NEW YORK -- "Apple should double-down on Jony Ive." That's what Gene Munster, managing director and senior research analyst at Piper Jaffray, counseled during a state of Apple presentation at the Business Insider Ignition conference.
"The concept of the Apple's operating system has basically been copied by competitors... The real substance is the hardware side, where Jony Ive plays into it," Munster said. "The difference is in the hardware, and isn't fully appreciated."
In October, Ive was given the leadership role in developing the user interface for Apple's software, in addition to his role as head of industrial design.
After endorsing the tandem of CEO Tim Cook and Ive, Munster -- who has long been one of the biggest proponents of Apple moving into the TV business -- offered his prediction for Apple product launches over the next few years. That list includes an Apple television, an iPhone 5s, and Retina displays for MacBook Airs and the iPad Mini in 2013.
March 2013: Apple will introduce a radio service, similar to Pandora and Spotify; an iPad Mini with Retina display; and an update of the Apple TV box, including an app store.
June 2013: The impact of Ive on Apple software will become more apparent at the annual Worldwide Developer Conference, with previews of iOS 7 and OSX, Munster said. In addition, he expects enhancements to the PassBook digital wallet, commerce integration with services such as Groupon and LivingSocial, and improvements to the maps app. "Letting go of Richard Williamson (who was in charge of the company's maps software for iOS) is an example of Apple pushing forward on maps improvements," Munster said.
Also on tap in June, MacBook Airs will gain Retina displays, he said.
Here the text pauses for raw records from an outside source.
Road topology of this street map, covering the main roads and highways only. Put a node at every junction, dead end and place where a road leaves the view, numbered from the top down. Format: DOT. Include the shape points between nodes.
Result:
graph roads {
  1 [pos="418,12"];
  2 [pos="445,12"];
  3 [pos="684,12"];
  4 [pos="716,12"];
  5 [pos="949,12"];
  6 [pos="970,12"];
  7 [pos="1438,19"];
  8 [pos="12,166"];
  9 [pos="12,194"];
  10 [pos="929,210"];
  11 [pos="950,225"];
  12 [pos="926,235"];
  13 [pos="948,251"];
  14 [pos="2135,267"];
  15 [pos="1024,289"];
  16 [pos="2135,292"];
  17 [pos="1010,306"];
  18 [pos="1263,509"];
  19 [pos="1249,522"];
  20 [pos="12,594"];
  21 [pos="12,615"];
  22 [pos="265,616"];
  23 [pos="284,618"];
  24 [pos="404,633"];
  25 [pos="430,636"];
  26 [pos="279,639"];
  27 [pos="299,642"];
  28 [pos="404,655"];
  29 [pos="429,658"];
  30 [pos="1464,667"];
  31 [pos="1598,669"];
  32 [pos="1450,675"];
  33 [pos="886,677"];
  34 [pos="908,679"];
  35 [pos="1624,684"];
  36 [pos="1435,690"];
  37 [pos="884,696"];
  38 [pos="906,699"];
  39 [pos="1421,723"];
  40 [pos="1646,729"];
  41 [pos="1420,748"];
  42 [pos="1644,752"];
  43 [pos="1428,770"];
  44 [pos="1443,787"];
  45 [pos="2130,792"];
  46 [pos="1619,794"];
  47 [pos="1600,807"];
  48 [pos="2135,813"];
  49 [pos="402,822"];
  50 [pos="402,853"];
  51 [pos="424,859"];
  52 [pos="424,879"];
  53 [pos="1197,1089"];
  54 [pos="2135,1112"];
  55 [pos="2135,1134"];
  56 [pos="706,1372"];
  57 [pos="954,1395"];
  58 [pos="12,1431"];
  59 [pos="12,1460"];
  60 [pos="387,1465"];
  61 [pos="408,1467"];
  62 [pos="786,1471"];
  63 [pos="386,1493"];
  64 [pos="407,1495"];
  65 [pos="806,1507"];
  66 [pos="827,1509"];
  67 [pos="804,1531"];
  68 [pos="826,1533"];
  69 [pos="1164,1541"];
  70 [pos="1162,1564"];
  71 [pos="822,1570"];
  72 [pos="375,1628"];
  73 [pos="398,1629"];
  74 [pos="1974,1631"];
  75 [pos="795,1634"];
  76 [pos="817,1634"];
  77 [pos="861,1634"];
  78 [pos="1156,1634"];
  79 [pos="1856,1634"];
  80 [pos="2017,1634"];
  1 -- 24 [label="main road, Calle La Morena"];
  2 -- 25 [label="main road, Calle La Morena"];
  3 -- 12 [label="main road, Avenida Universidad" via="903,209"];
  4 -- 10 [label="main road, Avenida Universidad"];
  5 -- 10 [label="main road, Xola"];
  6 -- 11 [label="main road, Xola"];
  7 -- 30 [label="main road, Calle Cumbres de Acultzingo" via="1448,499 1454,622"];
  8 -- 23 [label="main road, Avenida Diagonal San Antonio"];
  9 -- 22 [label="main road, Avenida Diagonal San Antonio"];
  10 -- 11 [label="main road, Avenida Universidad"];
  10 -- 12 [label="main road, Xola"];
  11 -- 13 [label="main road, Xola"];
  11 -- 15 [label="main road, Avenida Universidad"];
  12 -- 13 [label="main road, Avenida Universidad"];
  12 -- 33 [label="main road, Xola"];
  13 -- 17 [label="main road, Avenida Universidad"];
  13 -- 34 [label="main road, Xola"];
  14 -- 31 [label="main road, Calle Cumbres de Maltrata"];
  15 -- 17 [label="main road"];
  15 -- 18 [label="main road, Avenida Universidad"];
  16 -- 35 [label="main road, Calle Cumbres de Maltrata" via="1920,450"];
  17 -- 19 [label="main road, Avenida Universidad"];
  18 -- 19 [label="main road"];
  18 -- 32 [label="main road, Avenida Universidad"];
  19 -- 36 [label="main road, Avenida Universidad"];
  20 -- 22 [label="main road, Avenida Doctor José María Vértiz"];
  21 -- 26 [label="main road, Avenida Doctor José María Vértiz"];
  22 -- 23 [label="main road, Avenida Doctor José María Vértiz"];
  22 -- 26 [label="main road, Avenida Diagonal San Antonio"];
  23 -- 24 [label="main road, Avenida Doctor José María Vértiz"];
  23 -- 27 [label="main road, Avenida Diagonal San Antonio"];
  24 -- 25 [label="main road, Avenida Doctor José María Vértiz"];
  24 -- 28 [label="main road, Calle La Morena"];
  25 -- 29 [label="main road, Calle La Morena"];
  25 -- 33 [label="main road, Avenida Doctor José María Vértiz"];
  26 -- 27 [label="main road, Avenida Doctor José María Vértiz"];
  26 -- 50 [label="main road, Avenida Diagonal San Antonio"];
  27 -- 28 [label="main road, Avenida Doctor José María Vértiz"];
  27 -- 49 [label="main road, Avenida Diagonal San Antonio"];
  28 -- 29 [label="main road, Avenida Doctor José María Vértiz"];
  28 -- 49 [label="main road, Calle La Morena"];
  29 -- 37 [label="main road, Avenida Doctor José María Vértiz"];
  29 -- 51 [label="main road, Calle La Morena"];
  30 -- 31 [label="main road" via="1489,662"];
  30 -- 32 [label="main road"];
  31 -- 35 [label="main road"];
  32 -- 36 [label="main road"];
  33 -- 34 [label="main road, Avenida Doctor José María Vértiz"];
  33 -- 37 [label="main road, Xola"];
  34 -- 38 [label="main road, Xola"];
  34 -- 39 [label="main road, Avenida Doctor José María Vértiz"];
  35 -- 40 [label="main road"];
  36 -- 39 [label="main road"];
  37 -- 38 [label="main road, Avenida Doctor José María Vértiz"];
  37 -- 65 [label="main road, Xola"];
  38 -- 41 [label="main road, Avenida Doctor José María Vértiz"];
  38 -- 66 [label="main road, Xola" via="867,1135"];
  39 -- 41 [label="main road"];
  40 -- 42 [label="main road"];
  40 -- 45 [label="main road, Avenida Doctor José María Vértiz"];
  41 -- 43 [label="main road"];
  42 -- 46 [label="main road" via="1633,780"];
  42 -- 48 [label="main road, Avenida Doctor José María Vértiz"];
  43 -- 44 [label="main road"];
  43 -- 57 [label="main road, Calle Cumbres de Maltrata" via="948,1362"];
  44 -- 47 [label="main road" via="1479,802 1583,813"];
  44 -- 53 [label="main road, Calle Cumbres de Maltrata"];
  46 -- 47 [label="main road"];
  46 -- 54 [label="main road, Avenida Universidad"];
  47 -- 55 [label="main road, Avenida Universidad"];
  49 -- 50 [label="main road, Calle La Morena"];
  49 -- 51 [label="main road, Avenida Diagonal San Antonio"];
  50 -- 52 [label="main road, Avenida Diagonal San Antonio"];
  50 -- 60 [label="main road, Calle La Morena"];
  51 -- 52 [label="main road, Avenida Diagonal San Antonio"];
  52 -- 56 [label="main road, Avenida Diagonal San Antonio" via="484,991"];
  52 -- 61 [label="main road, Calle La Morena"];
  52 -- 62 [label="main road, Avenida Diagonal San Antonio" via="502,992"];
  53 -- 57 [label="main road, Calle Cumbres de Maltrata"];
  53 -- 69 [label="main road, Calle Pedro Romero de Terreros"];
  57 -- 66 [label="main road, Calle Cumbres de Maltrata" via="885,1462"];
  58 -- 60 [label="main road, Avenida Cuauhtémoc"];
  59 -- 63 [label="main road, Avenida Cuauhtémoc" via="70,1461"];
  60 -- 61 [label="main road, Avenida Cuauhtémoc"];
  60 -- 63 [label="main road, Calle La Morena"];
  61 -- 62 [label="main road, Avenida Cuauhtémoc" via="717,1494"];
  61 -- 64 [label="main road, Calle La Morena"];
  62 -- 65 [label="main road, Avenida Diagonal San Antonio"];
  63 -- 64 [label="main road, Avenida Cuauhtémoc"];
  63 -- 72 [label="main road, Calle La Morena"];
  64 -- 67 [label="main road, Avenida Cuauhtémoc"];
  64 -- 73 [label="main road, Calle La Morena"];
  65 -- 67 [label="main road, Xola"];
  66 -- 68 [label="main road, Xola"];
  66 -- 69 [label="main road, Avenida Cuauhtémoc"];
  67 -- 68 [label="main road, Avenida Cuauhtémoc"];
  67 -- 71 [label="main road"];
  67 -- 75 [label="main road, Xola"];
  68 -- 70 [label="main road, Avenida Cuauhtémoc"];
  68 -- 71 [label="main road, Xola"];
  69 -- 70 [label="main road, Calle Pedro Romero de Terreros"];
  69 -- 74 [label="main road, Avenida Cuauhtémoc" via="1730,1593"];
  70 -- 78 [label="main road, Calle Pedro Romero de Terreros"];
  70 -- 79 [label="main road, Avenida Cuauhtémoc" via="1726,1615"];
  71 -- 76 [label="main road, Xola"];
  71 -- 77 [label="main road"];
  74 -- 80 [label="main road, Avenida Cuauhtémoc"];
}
September 2013: An iPhone 5S is expected, and it may include NFC, a faster process, and a better camera than the current iPhone 5. The iPad Mini will get some component improvements, and the 5th-generation iPad will likely come with the A7X processor.
November 2013: An Apple TV, not a set-top box, should be ready for the holiday season. Design would be a critical aspect of the TV, like other Apple products, Munster said. It would cost $1,500 to $2,000, and be available in sizes from 42-inches to 55-inches.
"The average consumer just wants a better experience with their TV," Munster said. "People like all-in-one products, like a TV. The selling point will be the interface, fixing the remote control problem and offering motion capture like the Wii and FaceTime."
However, he predicted that the Apple TV will not have a la carte channels.
"Apple wants it desperately, but it can be successful without it," Munster said.
The future: Apple will need to accelerate the iPhone launch cycle with more frequent releases and lower price points:
Apple tried to come out with iPhone 5 to target larger screens, but customers think it's slimmer and faster. Apple hasn't solved problem of bigger screen. Expect two releases a year, with one in fall, the point upgrade, and the S version the spring. A cheaper iPhone for China and other other markets may be available in the next few years.
Munster said he also expects Apple to develop some major innovations in the years ahead, as it did with the iTunes, iPhone, and the iPad.
"Going forward there has been a suspicion that Apple will stop innovating. But over next decade Apple will cannibalize the iPhone with some other devices in the same way the iPhone cannibalized the iPod," he said. Those innovations will likely come from more automation and robotic technology down the road, Munster surmised.